We first noted in January that an asteroid discovered decades ago was showing signs of, but now astronomers using NASA's Hubble Space Telescope say the space rock may be completely falling apart.
The 2.5-mile-wide (4-kilometer-wide) asteroid 6478 Gault is located in the asteroid belt between Jupiter and Mars, where it was first seen in 1988. Though it's been observed by telescopes many times over the decades, it wasn't until last November that scientists saw signs something was changing. By January, Gault had developed a cometlike tail of dust extending over 249,000 miles (400,000 kilometers).

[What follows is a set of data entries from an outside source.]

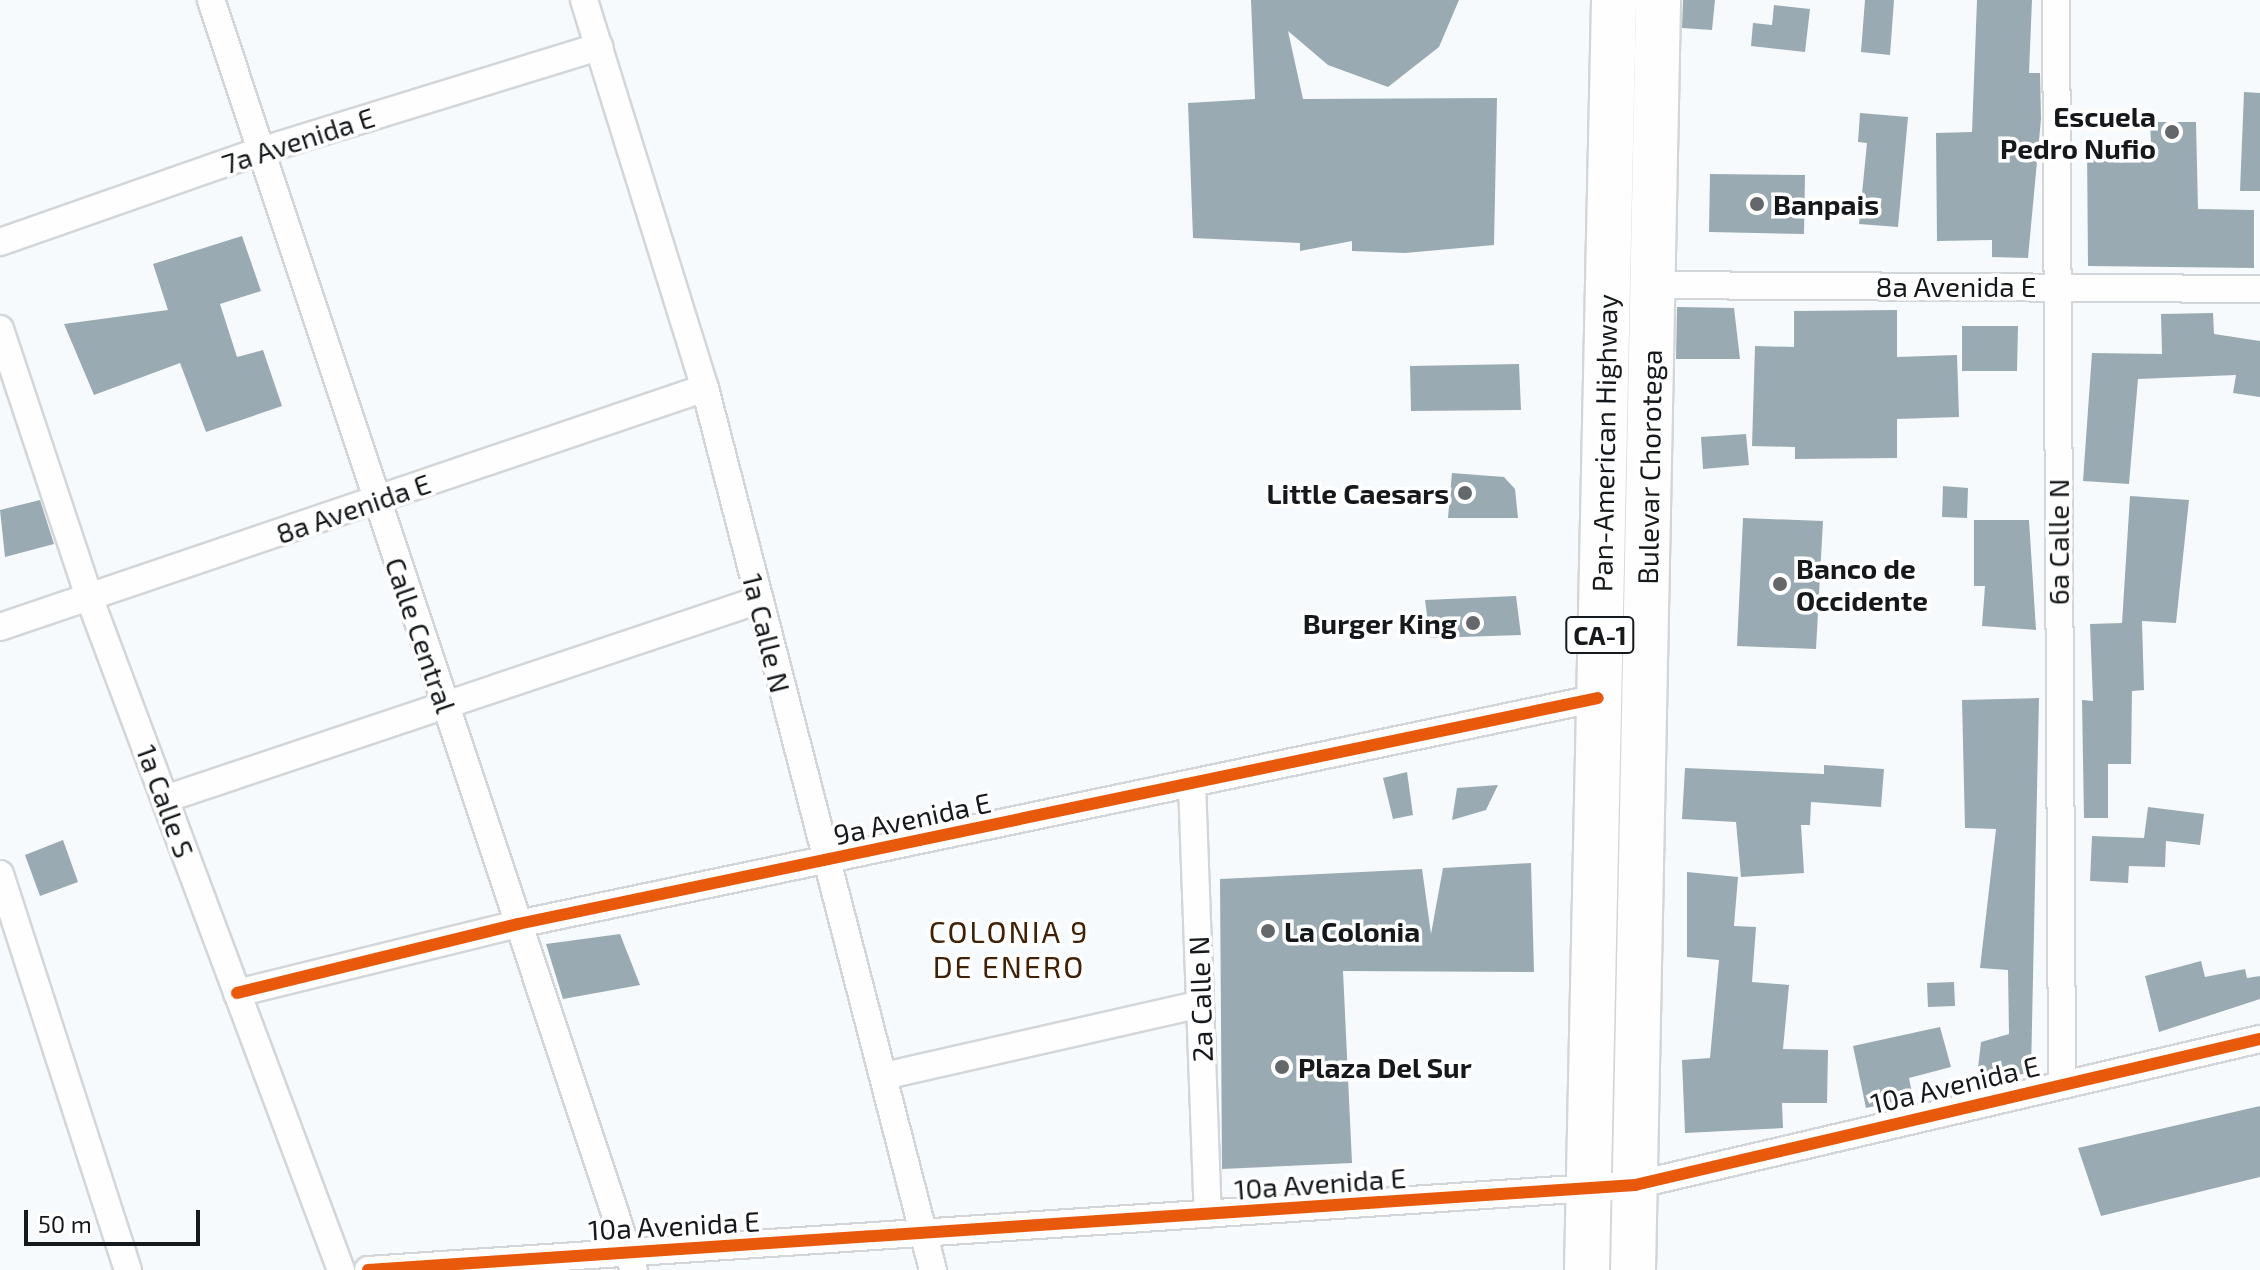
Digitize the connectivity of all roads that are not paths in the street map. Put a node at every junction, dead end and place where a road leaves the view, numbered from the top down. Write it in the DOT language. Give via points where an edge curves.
graph roads {
  1 [pos="211,0"];
  2 [pos="584,0"];
  3 [pos="1614,0"];
  4 [pos="1658,0"];
  5 [pos="2056,0"];
  6 [pos="599,47"];
  7 [pos="260,151"];
  8 [pos="0,242"];
  9 [pos="1653,285"];
  10 [pos="2056,287"];
  11 [pos="2260,289"];
  12 [pos="0,329"];
  13 [pos="705,388"];
  14 [pos="374,500"];
  15 [pos="89,597"];
  16 [pos="759,600"];
  17 [pos="0,627"];
  18 [pos="1598,698"];
  19 [pos="444,701"];
  20 [pos="1192,784"];
  21 [pos="165,799"];
  22 [pos="823,862"];
  23 [pos="0,874"];
  24 [pos="518,924"];
  25 [pos="237,993"];
  26 [pos="1200,1004"];
  27 [pos="2260,1039"];
  28 [pos="884,1076"];
  29 [pos="2062,1083"];
  30 [pos="1635,1185"];
  31 [pos="1588,1189"];
  32 [pos="1208,1214"];
  33 [pos="929,1234"];
  34 [pos="631,1260"];
  35 [pos="128,1270"];
  36 [pos="341,1270"];
  37 [pos="368,1270"];
  38 [pos="933,1270"];
  39 [pos="1587,1270"];
  40 [pos="1633,1270"];
  1 -- 7 [label="street, Calle Central"];
  2 -- 6 [label="street, 1a Calle N"];
  3 -- 18 [label="highway, Pan-American Highway / CA-1"];
  4 -- 9 [label="highway, Bulevar Chorotega / CA-1"];
  5 -- 10 [label="street, 6a Calle N"];
  6 -- 7 [label="street, 7a Avenida E"];
  6 -- 13 [label="street, 1a Calle N"];
  7 -- 8 [label="street, 7a Avenida E"];
  7 -- 14 [label="street, Calle Central"];
  9 -- 10 [label="street, 8a Avenida E"];
  9 -- 30 [label="highway, Bulevar Chorotega / CA-1"];
  10 -- 11 [label="street, 8a Avenida E"];
  10 -- 29 [label="street, 6a Calle N"];
  12 -- 15 [label="street, 1a Calle S"];
  13 -- 14 [label="street, 8a Avenida E"];
  13 -- 16 [label="street, 1a Calle N"];
  14 -- 15 [label="street, 8a Avenida E"];
  14 -- 19 [label="street, Calle Central"];
  15 -- 17 [label="street, 8a Avenida E"];
  15 -- 21 [label="street, 1a Calle S"];
  16 -- 19 [label="street"];
  16 -- 22 [label="street, 1a Calle N"];
  18 -- 20 [label="street, 9a Avenida E"];
  18 -- 31 [label="highway, Pan-American Highway / CA-1"];
  19 -- 21 [label="street"];
  19 -- 24 [label="street, Calle Central"];
  20 -- 22 [label="street, 9a Avenida E"];
  20 -- 26 [label="street, 2a Calle N"];
  21 -- 25 [label="street, 1a Calle S"];
  22 -- 24 [label="street, 9a Avenida E"];
  22 -- 28 [label="street, 1a Calle N"];
  23 -- 35 [label="street"];
  24 -- 25 [label="street, 9a Avenida E"];
  24 -- 34 [label="street, Calle Central"];
  25 -- 36 [label="street, 1a Calle S"];
  26 -- 28 [label="street"];
  26 -- 32 [label="street, 2a Calle N"];
  27 -- 29 [label="street, 10a Avenida E"];
  28 -- 33 [label="street, 1a Calle N"];
  29 -- 30 [label="street, 10a Avenida E"];
  30 -- 31 [label="street, 10a Avenida E"];
  30 -- 40 [label="highway, Bulevar Chorotega / CA-1"];
  31 -- 32 [label="street, 10a Avenida E"];
  31 -- 39 [label="highway, Pan-American Highway / CA-1"];
  32 -- 33 [label="street, 10a Avenida E"];
  33 -- 34 [label="street, 10a Avenida E"];
  33 -- 38 [label="street, 1a Calle N"];
  34 -- 37 [label="street, 10a Avenida E"];
}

At the time, some astronomers suggested a collision with another object could've caused the asteroid to start spouting off, but a new paper from an international team of researchers concludes that Gault was actually ready to come apart, perhaps even without an impact to trigger the breakdown.
"This self-destruction event is rare," co-author Olivier Hainaut from the European Southern Observatory, explained in a release. "Active and unstable asteroids such as Gault are only now being detected by means of new survey telescopes that scan the entire sky, which means asteroids such as Gault that are misbehaving cannot escape detection any more."
The paper will be published in The Astrophysical Journal Letters.
The images from Hubble show Gault being trailed by two narrow tails of debris, indicating the material was thrown off in a pair of short bursts lasting between a few hours and a few days.
There are around 800,000 known asteroids in the asteroid belt beyond Mars, but astronomers estimate that this kind of crack-up happens only once per year. The asteroid's fragile state is attributed to something called the Yarkovsky-O'Keefe-Radzievskii-Paddack effect, or YORP torque. The basic idea is that electromagnetic radiation from the sun interacts with small objects like asteroids in ways that can cause them to spin faster and faster, becoming more and more unstable.
"It could have been on the brink of instability for 10 million years. Even a tiny disturbance, like a small impact from a pebble, might have triggered the recent outbursts," explained lead author Jan Kleyna from the University of Hawaii.
Astronomers say the tails will begin to fade in the coming months as the dust disperses into space. That is, unless 6478 Gault continues to fall apart before our eyes.